Saved entries
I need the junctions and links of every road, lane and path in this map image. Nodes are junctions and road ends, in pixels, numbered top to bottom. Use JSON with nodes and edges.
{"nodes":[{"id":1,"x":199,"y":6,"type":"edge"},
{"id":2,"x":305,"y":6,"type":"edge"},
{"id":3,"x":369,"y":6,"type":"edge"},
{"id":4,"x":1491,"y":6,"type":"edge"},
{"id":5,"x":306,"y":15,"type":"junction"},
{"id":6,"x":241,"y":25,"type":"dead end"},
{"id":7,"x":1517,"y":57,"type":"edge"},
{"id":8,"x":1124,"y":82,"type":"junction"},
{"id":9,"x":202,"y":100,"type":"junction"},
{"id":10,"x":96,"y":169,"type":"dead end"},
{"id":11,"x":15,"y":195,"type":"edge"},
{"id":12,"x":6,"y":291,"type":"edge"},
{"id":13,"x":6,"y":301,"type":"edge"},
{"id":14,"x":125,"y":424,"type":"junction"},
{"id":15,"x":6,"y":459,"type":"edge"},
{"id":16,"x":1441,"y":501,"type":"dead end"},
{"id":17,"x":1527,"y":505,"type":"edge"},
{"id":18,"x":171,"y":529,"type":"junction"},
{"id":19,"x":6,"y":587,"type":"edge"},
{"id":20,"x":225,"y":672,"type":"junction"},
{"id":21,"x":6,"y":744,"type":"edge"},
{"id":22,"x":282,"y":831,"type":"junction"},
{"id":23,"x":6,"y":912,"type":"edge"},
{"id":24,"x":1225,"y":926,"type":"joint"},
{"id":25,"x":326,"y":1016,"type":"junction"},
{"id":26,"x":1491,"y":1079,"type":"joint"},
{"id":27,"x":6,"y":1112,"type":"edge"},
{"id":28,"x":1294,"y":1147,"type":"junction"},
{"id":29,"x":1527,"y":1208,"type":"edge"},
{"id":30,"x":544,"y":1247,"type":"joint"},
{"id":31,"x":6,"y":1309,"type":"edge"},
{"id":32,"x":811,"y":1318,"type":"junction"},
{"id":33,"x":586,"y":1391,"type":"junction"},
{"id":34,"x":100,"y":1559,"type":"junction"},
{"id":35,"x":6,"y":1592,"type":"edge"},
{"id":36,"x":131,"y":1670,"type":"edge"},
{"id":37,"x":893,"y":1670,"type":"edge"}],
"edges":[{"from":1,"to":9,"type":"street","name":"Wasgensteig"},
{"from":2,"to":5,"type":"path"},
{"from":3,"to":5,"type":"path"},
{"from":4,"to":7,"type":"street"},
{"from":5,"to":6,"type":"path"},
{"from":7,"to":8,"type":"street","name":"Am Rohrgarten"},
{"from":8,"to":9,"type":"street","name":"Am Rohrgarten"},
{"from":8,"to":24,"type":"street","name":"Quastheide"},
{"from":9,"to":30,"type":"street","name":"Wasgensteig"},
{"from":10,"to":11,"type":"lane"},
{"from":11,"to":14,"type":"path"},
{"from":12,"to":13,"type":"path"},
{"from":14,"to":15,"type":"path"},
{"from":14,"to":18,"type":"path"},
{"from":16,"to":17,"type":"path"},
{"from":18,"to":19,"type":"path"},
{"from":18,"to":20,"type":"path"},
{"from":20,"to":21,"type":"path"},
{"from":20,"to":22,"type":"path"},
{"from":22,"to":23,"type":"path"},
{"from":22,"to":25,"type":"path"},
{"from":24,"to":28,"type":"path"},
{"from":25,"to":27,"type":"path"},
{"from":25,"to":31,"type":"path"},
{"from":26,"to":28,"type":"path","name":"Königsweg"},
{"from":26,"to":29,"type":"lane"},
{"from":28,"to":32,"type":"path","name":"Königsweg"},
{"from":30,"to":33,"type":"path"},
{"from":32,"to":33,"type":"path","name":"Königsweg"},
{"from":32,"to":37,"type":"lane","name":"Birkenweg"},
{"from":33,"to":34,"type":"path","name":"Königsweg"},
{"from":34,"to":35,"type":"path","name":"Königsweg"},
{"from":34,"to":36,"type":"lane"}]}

__Your instructions__
Write out the records once more, precisely as they stand.

__Solution__
I need the junctions and links of every road, lane and path in this map image. Nodes are junctions and road ends, in pixels, numbered top to bottom. Use JSON with nodes and edges.
{"nodes":[{"id":1,"x":199,"y":6,"type":"edge"},
{"id":2,"x":305,"y":6,"type":"edge"},
{"id":3,"x":369,"y":6,"type":"edge"},
{"id":4,"x":1491,"y":6,"type":"edge"},
{"id":5,"x":306,"y":15,"type":"junction"},
{"id":6,"x":241,"y":25,"type":"dead end"},
{"id":7,"x":1517,"y":57,"type":"edge"},
{"id":8,"x":1124,"y":82,"type":"junction"},
{"id":9,"x":202,"y":100,"type":"junction"},
{"id":10,"x":96,"y":169,"type":"dead end"},
{"id":11,"x":15,"y":195,"type":"edge"},
{"id":12,"x":6,"y":291,"type":"edge"},
{"id":13,"x":6,"y":301,"type":"edge"},
{"id":14,"x":125,"y":424,"type":"junction"},
{"id":15,"x":6,"y":459,"type":"edge"},
{"id":16,"x":1441,"y":501,"type":"dead end"},
{"id":17,"x":1527,"y":505,"type":"edge"},
{"id":18,"x":171,"y":529,"type":"junction"},
{"id":19,"x":6,"y":587,"type":"edge"},
{"id":20,"x":225,"y":672,"type":"junction"},
{"id":21,"x":6,"y":744,"type":"edge"},
{"id":22,"x":282,"y":831,"type":"junction"},
{"id":23,"x":6,"y":912,"type":"edge"},
{"id":24,"x":1225,"y":926,"type":"joint"},
{"id":25,"x":326,"y":1016,"type":"junction"},
{"id":26,"x":1491,"y":1079,"type":"joint"},
{"id":27,"x":6,"y":1112,"type":"edge"},
{"id":28,"x":1294,"y":1147,"type":"junction"},
{"id":29,"x":1527,"y":1208,"type":"edge"},
{"id":30,"x":544,"y":1247,"type":"joint"},
{"id":31,"x":6,"y":1309,"type":"edge"},
{"id":32,"x":811,"y":1318,"type":"junction"},
{"id":33,"x":586,"y":1391,"type":"junction"},
{"id":34,"x":100,"y":1559,"type":"junction"},
{"id":35,"x":6,"y":1592,"type":"edge"},
{"id":36,"x":131,"y":1670,"type":"edge"},
{"id":37,"x":893,"y":1670,"type":"edge"}],
"edges":[{"from":1,"to":9,"type":"street","name":"Wasgensteig"},
{"from":2,"to":5,"type":"path"},
{"from":3,"to":5,"type":"path"},
{"from":4,"to":7,"type":"street"},
{"from":5,"to":6,"type":"path"},
{"from":7,"to":8,"type":"street","name":"Am Rohrgarten"},
{"from":8,"to":9,"type":"street","name":"Am Rohrgarten"},
{"from":8,"to":24,"type":"street","name":"Quastheide"},
{"from":9,"to":30,"type":"street","name":"Wasgensteig"},
{"from":10,"to":11,"type":"lane"},
{"from":11,"to":14,"type":"path"},
{"from":12,"to":13,"type":"path"},
{"from":14,"to":15,"type":"path"},
{"from":14,"to":18,"type":"path"},
{"from":16,"to":17,"type":"path"},
{"from":18,"to":19,"type":"path"},
{"from":18,"to":20,"type":"path"},
{"from":20,"to":21,"type":"path"},
{"from":20,"to":22,"type":"path"},
{"from":22,"to":23,"type":"path"},
{"from":22,"to":25,"type":"path"},
{"from":24,"to":28,"type":"path"},
{"from":25,"to":27,"type":"path"},
{"from":25,"to":31,"type":"path"},
{"from":26,"to":28,"type":"path","name":"Königsweg"},
{"from":26,"to":29,"type":"lane"},
{"from":28,"to":32,"type":"path","name":"Königsweg"},
{"from":30,"to":33,"type":"path"},
{"from":32,"to":33,"type":"path","name":"Königsweg"},
{"from":32,"to":37,"type":"lane","name":"Birkenweg"},
{"from":33,"to":34,"type":"path","name":"Königsweg"},
{"from":34,"to":35,"type":"path","name":"Königsweg"},
{"from":34,"to":36,"type":"lane"}]}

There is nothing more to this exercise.